(Stored items)
═══

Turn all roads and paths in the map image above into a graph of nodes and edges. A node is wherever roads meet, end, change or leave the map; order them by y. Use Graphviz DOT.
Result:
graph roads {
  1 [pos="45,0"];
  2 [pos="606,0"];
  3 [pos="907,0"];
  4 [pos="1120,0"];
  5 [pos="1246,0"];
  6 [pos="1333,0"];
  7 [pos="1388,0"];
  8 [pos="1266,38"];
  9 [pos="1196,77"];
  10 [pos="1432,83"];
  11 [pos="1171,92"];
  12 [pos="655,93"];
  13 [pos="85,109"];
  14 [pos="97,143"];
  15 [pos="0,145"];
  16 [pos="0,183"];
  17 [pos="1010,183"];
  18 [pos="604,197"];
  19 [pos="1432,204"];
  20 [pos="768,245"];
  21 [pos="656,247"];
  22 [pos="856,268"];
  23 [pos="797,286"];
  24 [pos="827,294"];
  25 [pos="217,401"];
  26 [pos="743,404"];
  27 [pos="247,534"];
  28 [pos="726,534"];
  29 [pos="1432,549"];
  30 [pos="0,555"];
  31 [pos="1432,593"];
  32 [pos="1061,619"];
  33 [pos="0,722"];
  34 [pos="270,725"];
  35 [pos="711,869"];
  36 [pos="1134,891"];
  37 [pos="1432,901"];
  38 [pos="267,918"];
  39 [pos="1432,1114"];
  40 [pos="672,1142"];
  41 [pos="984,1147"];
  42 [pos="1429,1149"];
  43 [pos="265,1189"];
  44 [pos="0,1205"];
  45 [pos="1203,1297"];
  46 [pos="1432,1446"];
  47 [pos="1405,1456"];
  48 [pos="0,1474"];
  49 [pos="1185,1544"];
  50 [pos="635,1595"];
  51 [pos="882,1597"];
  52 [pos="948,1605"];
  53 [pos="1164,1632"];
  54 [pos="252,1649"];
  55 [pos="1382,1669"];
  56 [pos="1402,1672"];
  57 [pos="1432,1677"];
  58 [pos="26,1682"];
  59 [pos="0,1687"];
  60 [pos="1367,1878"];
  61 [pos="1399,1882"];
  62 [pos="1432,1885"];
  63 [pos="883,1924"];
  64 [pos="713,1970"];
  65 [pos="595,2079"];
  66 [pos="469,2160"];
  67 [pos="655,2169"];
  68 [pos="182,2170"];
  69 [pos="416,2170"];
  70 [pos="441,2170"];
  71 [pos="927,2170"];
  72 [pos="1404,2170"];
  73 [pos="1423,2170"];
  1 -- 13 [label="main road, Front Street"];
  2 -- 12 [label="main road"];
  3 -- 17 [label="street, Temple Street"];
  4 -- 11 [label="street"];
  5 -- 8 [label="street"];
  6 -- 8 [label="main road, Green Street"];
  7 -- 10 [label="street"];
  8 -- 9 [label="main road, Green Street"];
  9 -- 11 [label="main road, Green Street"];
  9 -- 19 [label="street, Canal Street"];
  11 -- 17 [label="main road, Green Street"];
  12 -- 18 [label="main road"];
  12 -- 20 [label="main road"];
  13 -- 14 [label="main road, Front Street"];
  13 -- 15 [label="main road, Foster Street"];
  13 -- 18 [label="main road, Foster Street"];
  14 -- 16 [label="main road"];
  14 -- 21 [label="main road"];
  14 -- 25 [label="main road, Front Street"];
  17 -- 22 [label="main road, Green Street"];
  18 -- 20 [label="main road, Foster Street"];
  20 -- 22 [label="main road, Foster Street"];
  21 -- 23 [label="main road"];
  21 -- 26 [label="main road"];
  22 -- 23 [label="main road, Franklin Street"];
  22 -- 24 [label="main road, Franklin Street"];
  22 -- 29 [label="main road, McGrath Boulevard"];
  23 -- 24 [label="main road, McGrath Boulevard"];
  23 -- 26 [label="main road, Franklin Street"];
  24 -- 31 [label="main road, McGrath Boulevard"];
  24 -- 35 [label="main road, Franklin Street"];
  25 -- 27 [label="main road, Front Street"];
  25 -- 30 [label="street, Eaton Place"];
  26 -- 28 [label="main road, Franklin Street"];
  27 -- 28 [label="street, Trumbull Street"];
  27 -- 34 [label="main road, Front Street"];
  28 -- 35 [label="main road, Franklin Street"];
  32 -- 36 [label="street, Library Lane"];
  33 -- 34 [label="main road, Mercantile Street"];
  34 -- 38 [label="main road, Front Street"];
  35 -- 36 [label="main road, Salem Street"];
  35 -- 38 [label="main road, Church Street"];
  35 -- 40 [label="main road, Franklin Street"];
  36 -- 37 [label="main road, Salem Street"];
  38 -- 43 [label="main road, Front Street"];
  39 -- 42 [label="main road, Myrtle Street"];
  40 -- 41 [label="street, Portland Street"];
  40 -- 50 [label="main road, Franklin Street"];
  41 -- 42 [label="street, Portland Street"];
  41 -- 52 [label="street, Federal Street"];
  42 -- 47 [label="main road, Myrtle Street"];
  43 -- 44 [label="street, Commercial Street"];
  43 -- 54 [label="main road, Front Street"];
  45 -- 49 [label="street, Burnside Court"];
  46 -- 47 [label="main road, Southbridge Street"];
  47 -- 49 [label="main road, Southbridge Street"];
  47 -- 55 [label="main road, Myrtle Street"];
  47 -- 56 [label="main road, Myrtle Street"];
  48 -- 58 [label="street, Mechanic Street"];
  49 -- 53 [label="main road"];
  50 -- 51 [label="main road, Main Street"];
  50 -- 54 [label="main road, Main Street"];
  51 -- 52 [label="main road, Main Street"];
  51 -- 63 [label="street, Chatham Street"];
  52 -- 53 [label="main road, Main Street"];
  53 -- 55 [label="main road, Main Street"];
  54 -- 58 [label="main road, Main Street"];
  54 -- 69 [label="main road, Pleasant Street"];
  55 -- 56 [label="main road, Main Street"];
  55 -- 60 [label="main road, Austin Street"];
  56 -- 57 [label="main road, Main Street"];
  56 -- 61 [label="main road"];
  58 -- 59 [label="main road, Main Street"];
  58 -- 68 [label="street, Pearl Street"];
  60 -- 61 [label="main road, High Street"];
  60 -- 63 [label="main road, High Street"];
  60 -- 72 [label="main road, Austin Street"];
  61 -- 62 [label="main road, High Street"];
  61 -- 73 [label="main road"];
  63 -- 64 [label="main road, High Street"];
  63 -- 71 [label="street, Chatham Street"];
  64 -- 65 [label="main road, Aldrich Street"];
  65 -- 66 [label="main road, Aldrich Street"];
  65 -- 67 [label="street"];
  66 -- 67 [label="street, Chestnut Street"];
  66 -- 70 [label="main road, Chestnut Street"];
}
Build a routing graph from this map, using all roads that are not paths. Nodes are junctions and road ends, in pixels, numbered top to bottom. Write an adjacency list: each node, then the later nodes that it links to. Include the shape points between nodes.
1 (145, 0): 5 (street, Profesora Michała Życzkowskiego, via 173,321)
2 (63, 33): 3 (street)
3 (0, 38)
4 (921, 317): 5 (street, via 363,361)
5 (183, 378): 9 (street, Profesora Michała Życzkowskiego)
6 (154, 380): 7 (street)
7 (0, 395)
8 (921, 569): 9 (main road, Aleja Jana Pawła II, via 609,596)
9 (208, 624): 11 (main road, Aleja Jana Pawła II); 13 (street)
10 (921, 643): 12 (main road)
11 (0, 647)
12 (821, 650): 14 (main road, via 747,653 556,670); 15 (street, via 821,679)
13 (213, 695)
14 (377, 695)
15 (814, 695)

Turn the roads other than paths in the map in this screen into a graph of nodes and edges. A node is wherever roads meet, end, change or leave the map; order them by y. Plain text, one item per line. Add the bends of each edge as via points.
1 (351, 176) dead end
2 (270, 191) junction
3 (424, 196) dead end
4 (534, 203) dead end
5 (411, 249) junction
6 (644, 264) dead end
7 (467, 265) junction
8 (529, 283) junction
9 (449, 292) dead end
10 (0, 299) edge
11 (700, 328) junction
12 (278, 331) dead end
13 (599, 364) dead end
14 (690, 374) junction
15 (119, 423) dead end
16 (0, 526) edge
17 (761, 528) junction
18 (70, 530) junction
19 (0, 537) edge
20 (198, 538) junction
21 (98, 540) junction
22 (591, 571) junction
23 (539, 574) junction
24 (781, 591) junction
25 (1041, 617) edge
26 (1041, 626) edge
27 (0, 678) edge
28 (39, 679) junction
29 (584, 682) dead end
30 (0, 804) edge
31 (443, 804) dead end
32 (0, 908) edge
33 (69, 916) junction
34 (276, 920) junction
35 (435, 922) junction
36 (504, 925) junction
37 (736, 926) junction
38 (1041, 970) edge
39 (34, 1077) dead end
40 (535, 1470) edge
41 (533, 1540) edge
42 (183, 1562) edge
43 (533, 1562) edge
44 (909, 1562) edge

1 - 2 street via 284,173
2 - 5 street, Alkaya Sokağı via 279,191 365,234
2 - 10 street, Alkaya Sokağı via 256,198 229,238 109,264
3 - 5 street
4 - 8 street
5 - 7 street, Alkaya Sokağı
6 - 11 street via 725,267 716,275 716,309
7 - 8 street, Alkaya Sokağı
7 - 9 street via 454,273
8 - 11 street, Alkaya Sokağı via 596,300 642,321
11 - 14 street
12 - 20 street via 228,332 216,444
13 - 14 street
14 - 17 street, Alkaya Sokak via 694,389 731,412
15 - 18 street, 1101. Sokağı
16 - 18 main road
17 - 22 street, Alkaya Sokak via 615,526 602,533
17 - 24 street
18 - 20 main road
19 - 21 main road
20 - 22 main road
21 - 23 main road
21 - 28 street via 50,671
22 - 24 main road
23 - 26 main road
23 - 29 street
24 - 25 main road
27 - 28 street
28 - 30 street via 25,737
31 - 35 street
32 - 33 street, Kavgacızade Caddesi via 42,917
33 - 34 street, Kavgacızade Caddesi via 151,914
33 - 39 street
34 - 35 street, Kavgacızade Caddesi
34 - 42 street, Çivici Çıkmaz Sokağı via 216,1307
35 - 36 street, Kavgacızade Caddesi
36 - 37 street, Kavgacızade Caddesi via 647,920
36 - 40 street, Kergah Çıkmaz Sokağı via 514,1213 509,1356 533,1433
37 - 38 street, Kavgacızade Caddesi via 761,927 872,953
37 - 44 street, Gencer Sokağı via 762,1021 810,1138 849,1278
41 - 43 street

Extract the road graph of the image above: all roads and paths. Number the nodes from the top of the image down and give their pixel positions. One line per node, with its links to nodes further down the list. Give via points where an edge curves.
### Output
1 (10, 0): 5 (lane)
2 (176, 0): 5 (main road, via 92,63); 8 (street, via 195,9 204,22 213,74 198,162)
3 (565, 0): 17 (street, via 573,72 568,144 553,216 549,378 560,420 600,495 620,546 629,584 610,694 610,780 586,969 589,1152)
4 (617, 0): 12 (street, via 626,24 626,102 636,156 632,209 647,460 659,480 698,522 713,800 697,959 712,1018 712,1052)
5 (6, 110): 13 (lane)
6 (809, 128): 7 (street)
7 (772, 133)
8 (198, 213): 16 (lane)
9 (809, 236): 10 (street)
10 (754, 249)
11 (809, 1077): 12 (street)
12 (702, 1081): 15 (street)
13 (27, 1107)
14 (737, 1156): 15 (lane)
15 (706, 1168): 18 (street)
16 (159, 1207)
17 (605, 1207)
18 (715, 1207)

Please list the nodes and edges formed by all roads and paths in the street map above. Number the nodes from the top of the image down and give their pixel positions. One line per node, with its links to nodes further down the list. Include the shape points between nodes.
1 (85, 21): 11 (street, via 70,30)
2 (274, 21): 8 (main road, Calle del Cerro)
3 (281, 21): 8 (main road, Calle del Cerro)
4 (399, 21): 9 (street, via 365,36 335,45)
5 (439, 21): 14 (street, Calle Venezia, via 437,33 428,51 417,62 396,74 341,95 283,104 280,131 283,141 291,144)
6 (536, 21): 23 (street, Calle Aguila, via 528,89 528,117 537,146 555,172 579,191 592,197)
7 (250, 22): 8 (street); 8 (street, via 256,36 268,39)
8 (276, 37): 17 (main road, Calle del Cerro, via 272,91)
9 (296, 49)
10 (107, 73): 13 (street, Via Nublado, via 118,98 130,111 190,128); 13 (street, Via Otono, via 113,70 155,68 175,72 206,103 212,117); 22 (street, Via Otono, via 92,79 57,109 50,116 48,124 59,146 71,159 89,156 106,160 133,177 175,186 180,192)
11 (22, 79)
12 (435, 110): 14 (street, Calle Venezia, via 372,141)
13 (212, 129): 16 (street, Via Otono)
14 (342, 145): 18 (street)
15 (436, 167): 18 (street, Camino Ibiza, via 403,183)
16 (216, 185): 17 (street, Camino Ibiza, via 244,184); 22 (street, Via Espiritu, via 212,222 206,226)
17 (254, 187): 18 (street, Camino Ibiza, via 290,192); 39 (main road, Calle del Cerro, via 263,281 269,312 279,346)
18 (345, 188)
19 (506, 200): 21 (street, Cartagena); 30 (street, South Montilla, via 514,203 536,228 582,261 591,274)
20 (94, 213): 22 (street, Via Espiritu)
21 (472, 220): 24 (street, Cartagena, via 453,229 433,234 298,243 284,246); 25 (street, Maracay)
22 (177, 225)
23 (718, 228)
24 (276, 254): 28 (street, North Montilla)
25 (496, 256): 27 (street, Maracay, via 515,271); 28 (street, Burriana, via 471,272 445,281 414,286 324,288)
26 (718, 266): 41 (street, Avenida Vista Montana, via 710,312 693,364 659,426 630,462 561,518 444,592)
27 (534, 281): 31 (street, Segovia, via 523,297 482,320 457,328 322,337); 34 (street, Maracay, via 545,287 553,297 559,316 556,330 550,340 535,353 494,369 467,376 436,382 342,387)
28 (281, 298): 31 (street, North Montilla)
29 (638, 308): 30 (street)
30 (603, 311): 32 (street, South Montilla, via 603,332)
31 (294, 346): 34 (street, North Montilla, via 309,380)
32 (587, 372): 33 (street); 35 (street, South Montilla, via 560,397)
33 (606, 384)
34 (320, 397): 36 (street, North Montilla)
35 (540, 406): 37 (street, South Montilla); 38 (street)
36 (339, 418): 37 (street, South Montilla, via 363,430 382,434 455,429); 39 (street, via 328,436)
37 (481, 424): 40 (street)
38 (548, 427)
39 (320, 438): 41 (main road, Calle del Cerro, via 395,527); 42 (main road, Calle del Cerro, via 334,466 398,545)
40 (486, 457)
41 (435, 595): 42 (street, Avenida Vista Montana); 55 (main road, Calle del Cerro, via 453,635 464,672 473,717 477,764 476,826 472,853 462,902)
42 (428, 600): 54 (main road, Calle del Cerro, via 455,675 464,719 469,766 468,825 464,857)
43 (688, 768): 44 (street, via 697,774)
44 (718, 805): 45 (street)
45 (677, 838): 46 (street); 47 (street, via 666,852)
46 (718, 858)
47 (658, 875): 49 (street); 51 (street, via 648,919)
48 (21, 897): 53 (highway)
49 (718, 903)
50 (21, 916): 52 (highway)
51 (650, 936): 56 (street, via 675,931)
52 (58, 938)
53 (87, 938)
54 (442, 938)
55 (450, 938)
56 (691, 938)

═══

Assigned task — Search the records above for the string "Green" and copy each line that holds it.

Task solution —
  6 -- 8 [label="main road, Green Street"];
  8 -- 9 [label="main road, Green Street"];
  9 -- 11 [label="main road, Green Street"];
  11 -- 17 [label="main road, Green Street"];
  17 -- 22 [label="main road, Green Street"];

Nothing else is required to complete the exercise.